# General > General Knives & Blades >  What is your favourite folding knife and why?

## Typical-aussie

Guys just wondering what are your favourite folding knives are and why?

----------


## Typical-aussie

I have a few folding knives in my collection, which due to Australia's import laws most are now illegal to bring into the country.
My favourite is my USA made schrade old timer, this little folder was given to me by my grandfather and is now 20 years old. I still use it everyday and it is still as solid as the day it was made holds a great edge and has real history and character to it, that's why it's my number 1.
My 2nd is probably my benchmade bone collector (large) with walnut handle, it looks Great and has made short work of everything I have used it for from opening boxes to skinning pigs,foxes and other small game. It holds a nice edge and is a conversation piece as from what I have read there are very few of these knives in Aus. I was lucky during purchase as customs never inspected the package.

----------


## Echo2

Guests can not see images in the messages. Please register in the forum.

Very solid....carried for years.

----------


## Stiffy

Buck 110.  Great combination of price, quality and function.

----------


## Adventure Wolf

Anything Buck because it's a Buck. Nuff said.

----------


## Sarge47

Obviously the Victorinox Explorer Swiss Army Knife.  It goes everywhere with me!  I can peel an apple, start a fire with the magnifying glass, open a can of beans(the can opener beats the "John Wayne p-38 any day of the week!), or fix something with the Phillip's head screwdriver     :Cool2:

----------


## jfeatherjohn

> Obviously the Victorinox Explorer Swiss Army Knife.  It goes everywhere with me!  I can peel an apple, start a fire with the magnifying glass, open a can of beans(the can opener beats the "John Wayne p-38 any day of the week!), or fix something with the Phillip's head screwdriver


Yeah, my favorite folding knove is the Victorinox Swiss Tool.
But I am very happy with my little Camillus. Its gone through some paces, and even has a little farrow rod hidden in it.

----------


## RangerXanatos

KaBar Dozier.  Have carried one for a couple of years now and adore it.  Thinking about getting an Enzo Birk (scandi grind) with curly birch scales when I get some more funds in.

----------


## Winter

Victorinox Trekker. It's a backup to my other, larger tools.

----------


## Batch

> Guests can not see images in the messages. Please register in the forum.
> 
> Very solid....carried for years.


I carried a CRKT M-16 with that Carson flipper for years because of how smoothly it opened one handed and that sucker was unforgivingly sharp. I switched to a Waved Spyderco Endura when a group of us from another forum talked Sal at Spyderco into getting Ernie Emerson to allow a factory wave on a Spyderco. I still carry that Spyderco and a Case XX Mini Trapper every day. I also always have my Leatherman Super Tool 300.

But, I like that Case Trapper best.

----------


## Buckman95

> Buck 110.  Great combination of price, quality and function.





> Anything Buck because it's a Buck. Nuff said.

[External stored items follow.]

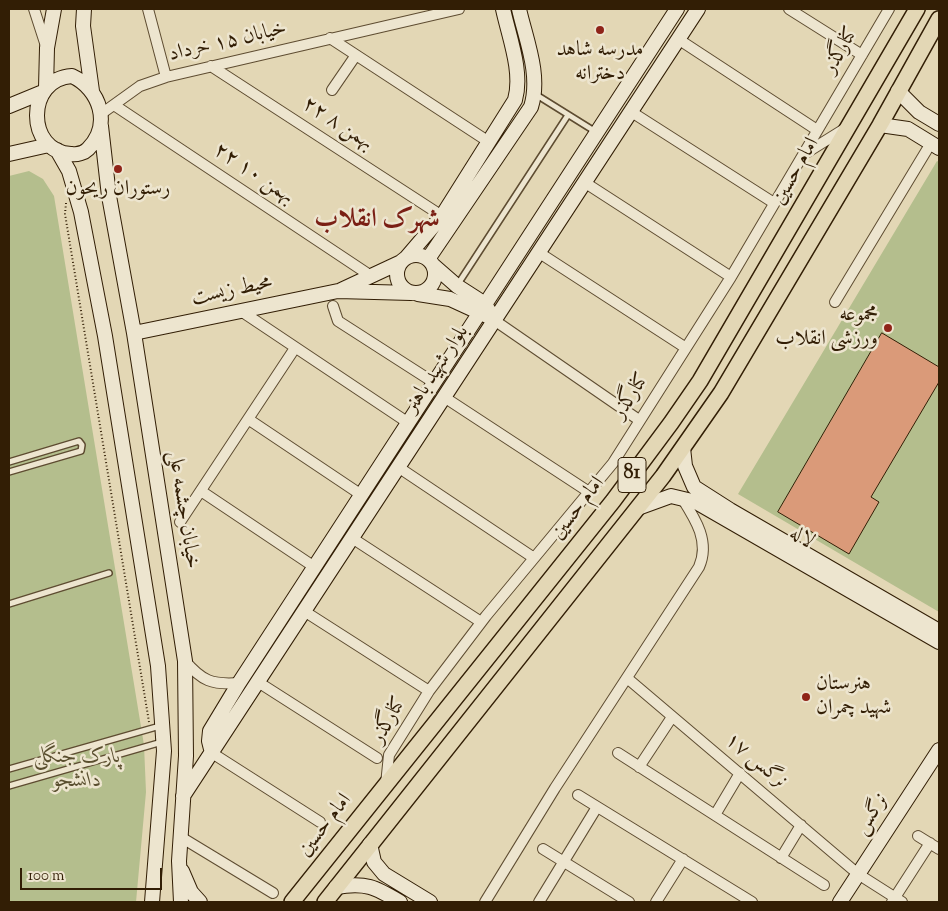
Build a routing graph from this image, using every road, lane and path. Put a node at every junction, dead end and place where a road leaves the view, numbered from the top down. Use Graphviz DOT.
graph roads {
  1 [pos="34,9"];
  2 [pos="54,9"];
  3 [pos="84,9"];
  4 [pos="148,9"];
  5 [pos="460,9"];
  6 [pos="503,9"];
  7 [pos="519,9"];
  8 [pos="677,9"];
  9 [pos="789,9"];
  10 [pos="889,9"];
  11 [pos="916,9"];
  12 [pos="438,11"];
  13 [pos="694,11"];
  14 [pos="939,19"];
  15 [pos="330,38"];
  16 [pos="678,38"];
  17 [pos="47,48"];
  18 [pos="356,55"];
  19 [pos="862,55"];
  20 [pos="211,66"];
  21 [pos="166,77"];
  22 [pos="45,90"];
  23 [pos="332,90"];
  24 [pos="92,91"];
  25 [pos="898,91"];
  26 [pos="535,94"];
  27 [pos="114,105"];
  28 [pos="9,106"];
  29 [pos="630,111"];
  30 [pos="920,112"];
  31 [pos="568,115"];
  32 [pos="101,120"];
  33 [pos="939,124"];
  34 [pos="880,125"];
  35 [pos="847,127"];
  36 [pos="908,129"];
  37 [pos="818,130"];
  38 [pos="596,133"];
  39 [pos="489,142"];
  40 [pos="935,145"];
  41 [pos="53,148"];
  42 [pos="9,154"];
  43 [pos="803,155"];
  44 [pos="584,182"];
  45 [pos="66,197"];
  46 [pos="774,204"];
  47 [pos="442,216"];
  48 [pos="538,252"];
  49 [pos="403,260"];
  50 [pos="430,262"];
  51 [pos="371,276"];
  52 [pos="731,277"];
  53 [pos="457,286"];
  54 [pos="338,291"];
  55 [pos="415,293"];
  56 [pos="835,302"];
  57 [pos="333,306"];
  58 [pos="482,308"];
  59 [pos="241,311"];
  60 [pos="494,320"];
  61 [pos="134,333"];
  62 [pos="295,348"];
  63 [pos="686,348"];
  64 [pos="433,382"];
  65 [pos="444,397"];
  66 [pos="248,419"];
  67 [pos="639,420"];
  68 [pos="407,422"];
  69 [pos="683,448"];
  70 [pos="9,462"];
  71 [pos="398,467"];
  72 [pos="9,472"];
  73 [pos="694,487"];
  74 [pos="201,491"];
  75 [pos="589,492"];
  76 [pos="360,494"];
  77 [pos="682,498"];
  78 [pos="638,508"];
  79 [pos="180,522"];
  80 [pos="352,538"];
  81 [pos="534,558"];
  82 [pos="313,566"];
  83 [pos="109,573"];
  84 [pos="9,604"];
  85 [pos="304,611"];
  86 [pos="481,622"];
  87 [pos="939,630"];
  88 [pos="939,642"];
  89 [pos="185,661"];
  90 [pos="627,678"];
  91 [pos="258,682"];
  92 [pos="239,683"];
  93 [pos="429,691"];
  94 [pos="672,716"];
  95 [pos="156,727"];
  96 [pos="164,742"];
  97 [pos="939,750"];
  98 [pos="212,752"];
  99 [pos="618,753"];
  100 [pos="377,758"];
  101 [pos="639,767"];
  102 [pos="9,769"];
  103 [pos="740,773"];
  104 [pos="9,786"];
  105 [pos="386,786"];
  106 [pos="578,795"];
  107 [pos="183,796"];
  108 [pos="597,807"];
  109 [pos="715,815"];
  110 [pos="320,822"];
  111 [pos="801,825"];
  112 [pos="179,836"];
  113 [pos="918,836"];
  114 [pos="930,843"];
  115 [pos="370,844"];
  116 [pos="543,849"];
  117 [pos="939,849"];
  118 [pos="781,858"];
  119 [pos="683,859"];
  120 [pos="178,861"];
  121 [pos="564,862"];
  122 [pos="858,874"];
  123 [pos="824,885"];
  124 [pos="336,887"];
  125 [pos="273,893"];
  126 [pos="749,901"];
  127 [pos="897,901"];
  128 [pos="152,902"];
  129 [pos="181,902"];
  130 [pos="200,902"];
  131 [pos="292,902"];
  132 [pos="325,902"];
  133 [pos="400,902"];
  134 [pos="430,902"];
  135 [pos="485,902"];
  136 [pos="538,902"];
  137 [pos="629,902"];
  138 [pos="656,902"];
  139 [pos="840,902"];
  1 -- 17 [label="street"];
  2 -- 17 [label="street"];
  3 -- 24 [label="street"];
  4 -- 21 [label="street"];
  5 -- 12 [label="street, خیابان ۱۵ خرداد"];
  6 -- 39 [label="street"];
  7 -- 26 [label="street"];
  8 -- 38 [label="street, بلوار شهید باهنر"];
  9 -- 19 [label="street"];
  10 -- 19 [label="street, کنارگذر"];
  11 -- 35 [label="main road, امام حسین / 81"];
  12 -- 15 [label="street, خیابان ۱۵ خرداد"];
  13 -- 16 [label="street, بلوار شهید باهنر"];
  14 -- 25 [label="main road, 81"];
  15 -- 18 [label="street"];
  15 -- 20 [label="street, خیابان ۱۵ خرداد"];
  16 -- 29 [label="street, بلوار شهید باهنر"];
  16 -- 37 [label="street"];
  17 -- 22 [label="street"];
  18 -- 23 [label="street"];
  18 -- 39 [label="street"];
  19 -- 37 [label="street, کنارگذر"];
  20 -- 21 [label="street, خیابان ۱۵ خرداد"];
  20 -- 47 [label="street, ۲۲ بهمن ۸"];
  21 -- 27 [label="street, خیابان ۱۵ خرداد"];
  22 -- 24 [label="street"];
  22 -- 28 [label="street"];
  22 -- 41 [label="street"];
  24 -- 32 [label="street"];
  25 -- 30 [label="street"];
  25 -- 34 [label="main road, 81"];
  26 -- 31 [label="lane"];
  26 -- 50 [label="street"];
  27 -- 32 [label="street, خیابان ۱۵ خرداد"];
  27 -- 51 [label="street, ۲۲ بهمن ۱۰"];
  29 -- 44 [label="street, بلوار شهید باهنر"];
  29 -- 46 [label="street"];
  30 -- 33 [label="street"];
  30 -- 36 [label="street"];
  31 -- 38 [label="lane"];
  31 -- 53 [label="lane"];
  32 -- 41 [label="street"];
  32 -- 61 [label="street, خیابان چشمه علی"];
  34 -- 36 [label="street"];
  34 -- 69 [label="main road, 81"];
  35 -- 43 [label="street"];
  35 -- 105 [label="main road, امام حسین / 81"];
  36 -- 40 [label="street"];
  37 -- 43 [label="street, کنارگذر"];
  38 -- 58 [label="street, بلوار شهید باهنر"];
  39 -- 47 [label="street"];
  40 -- 56 [label="street"];
  41 -- 42 [label="street"];
  41 -- 95 [label="street"];
  43 -- 46 [label="street, کنارگذر"];
  44 -- 48 [label="street, بلوار شهید باهنر"];
  44 -- 52 [label="street"];
  45 -- 95 [label="path"];
  46 -- 52 [label="street, کنارگذر"];
  47 -- 49 [label="street"];
  48 -- 60 [label="street, بلوار شهید باهنر"];
  48 -- 63 [label="street"];
  49 -- 50 [label="street"];
  49 -- 51 [label="street, محیط زیست"];
  49 -- 55 [label="street"];
  50 -- 53 [label="street"];
  50 -- 55 [label="street"];
  51 -- 54 [label="street, محیط زیست"];
  52 -- 63 [label="street, کنارگذر"];
  53 -- 58 [label="street"];
  54 -- 55 [label="street, محیط زیست"];
  54 -- 59 [label="street, محیط زیست"];
  55 -- 58 [label="street, محیط زیست"];
  57 -- 64 [label="street"];
  58 -- 60 [label="street"];
  58 -- 64 [label="street, بلوار شهید باهنر"];
  59 -- 61 [label="street, محیط زیست"];
  59 -- 62 [label="street"];
  60 -- 65 [label="street, بلوار شهید باهنر"];
  60 -- 67 [label="street"];
  61 -- 89 [label="street, خیابان چشمه علی"];
  62 -- 66 [label="street"];
  62 -- 68 [label="street"];
  63 -- 67 [label="street, کنارگذر"];
  64 -- 68 [label="street, بلوار شهید باهنر"];
  65 -- 71 [label="street, بلوار شهید باهنر"];
  65 -- 75 [label="street"];
  66 -- 74 [label="street"];
  66 -- 76 [label="street"];
  67 -- 75 [label="street, کنارگذر"];
  68 -- 76 [label="street, بلوار شهید باهنر"];
  69 -- 73 [label="street"];
  69 -- 78 [label="main road, 81"];
  70 -- 72 [label="lane"];
  71 -- 80 [label="street, بلوار شهید باهنر"];
  71 -- 81 [label="street"];
  73 -- 77 [label="street"];
  73 -- 87 [label="street, لاله"];
  74 -- 79 [label="street"];
  74 -- 82 [label="street"];
  75 -- 81 [label="street, کنارگذر"];
  76 -- 82 [label="street, بلوار شهید باهنر"];
  77 -- 78 [label="street, لاله"];
  77 -- 88 [label="street, لاله"];
  77 -- 90 [label="street"];
  78 -- 115 [label="main road, 81"];
  80 -- 85 [label="street, بلوار شهید باهنر"];
  80 -- 86 [label="street"];
  81 -- 86 [label="street, کنارگذر"];
  82 -- 92 [label="street, بلوار شهید باهنر"];
  83 -- 84 [label="lane"];
  85 -- 91 [label="street, بلوار شهید باهنر"];
  85 -- 93 [label="street"];
  86 -- 93 [label="street, کنارگذر"];
  89 -- 92 [label="street"];
  89 -- 107 [label="street, خیابان چشمه علی"];
  90 -- 94 [label="street, نرگس ۱۷"];
  90 -- 135 [label="street"];
  91 -- 98 [label="street, بلوار شهید باهنر"];
  91 -- 100 [label="street"];
  92 -- 98 [label="street, بلوار شهید باهنر"];
  93 -- 105 [label="street, کنارگذر"];
  94 -- 101 [label="street"];
  94 -- 103 [label="street, نرگس ۱۷"];
  95 -- 96 [label="street"];
  95 -- 102 [label="lane"];
  96 -- 104 [label="lane"];
  96 -- 128 [label="street"];
  97 -- 122 [label="street, نرگس"];
  98 -- 107 [label="street, بلوار شهید باهنر"];
  98 -- 110 [label="street"];
  99 -- 101 [label="street"];
  101 -- 109 [label="street"];
  103 -- 109 [label="street"];
  103 -- 111 [label="street, نرگس ۱۷"];
  105 -- 131 [label="main road, امام حسین / 81"];
  106 -- 108 [label="street"];
  107 -- 112 [label="street, خیابان چشمه علی"];
  108 -- 119 [label="street"];
  108 -- 121 [label="street"];
  109 -- 118 [label="street"];
  111 -- 118 [label="street"];
  111 -- 122 [label="street, نرگس ۱۷"];
  112 -- 120 [label="street, خیابان چشمه علی"];
  112 -- 125 [label="street"];
  113 -- 114 [label="street"];
  114 -- 117 [label="street"];
  114 -- 127 [label="street"];
  115 -- 124 [label="main road, 81"];
  115 -- 134 [label="street"];
  116 -- 121 [label="street"];
  118 -- 123 [label="street"];
  119 -- 126 [label="street"];
  119 -- 138 [label="street"];
  120 -- 129 [label="street, خیابان چشمه علی"];
  120 -- 130 [label="street"];
  121 -- 136 [label="street"];
  121 -- 137 [label="street"];
  122 -- 127 [label="street, نرگس ۱۷"];
  122 -- 139 [label="street, نرگس"];
  124 -- 132 [label="main road, 81"];
  124 -- 133 [label="street"];
}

Agreed.Good quality,good price and functional.

----------


## Old Professor

Victorinox Trekker for everyday, around town carry.

----------


## Typical-aussie

I don't own a buck yet might be my next addition the always seem to get a good review, also whilst I am working I always have my leatherman surge it's for sure one of the best things I am bought

----------


## Typical-aussie

Sorry about typos, spellcheck enough said...

----------


## Typical-aussie

Do you guys know exactly what schrade+ high carbon stainless steel is? I personally have never heard of high carbon stainless and I want to find out more about my number 1 folder

----------


## RangerXanatos

Don't know about schrade, but Gerber had 420HC (high carbon).

----------


## RangerXanatos

Also, D2 is technically considered a stainless steel, but it borders on the high carbon percentage.

----------


## crashdive123

> Also, D2 is technically considered a stainless steel, but it borders on the high carbon percentage.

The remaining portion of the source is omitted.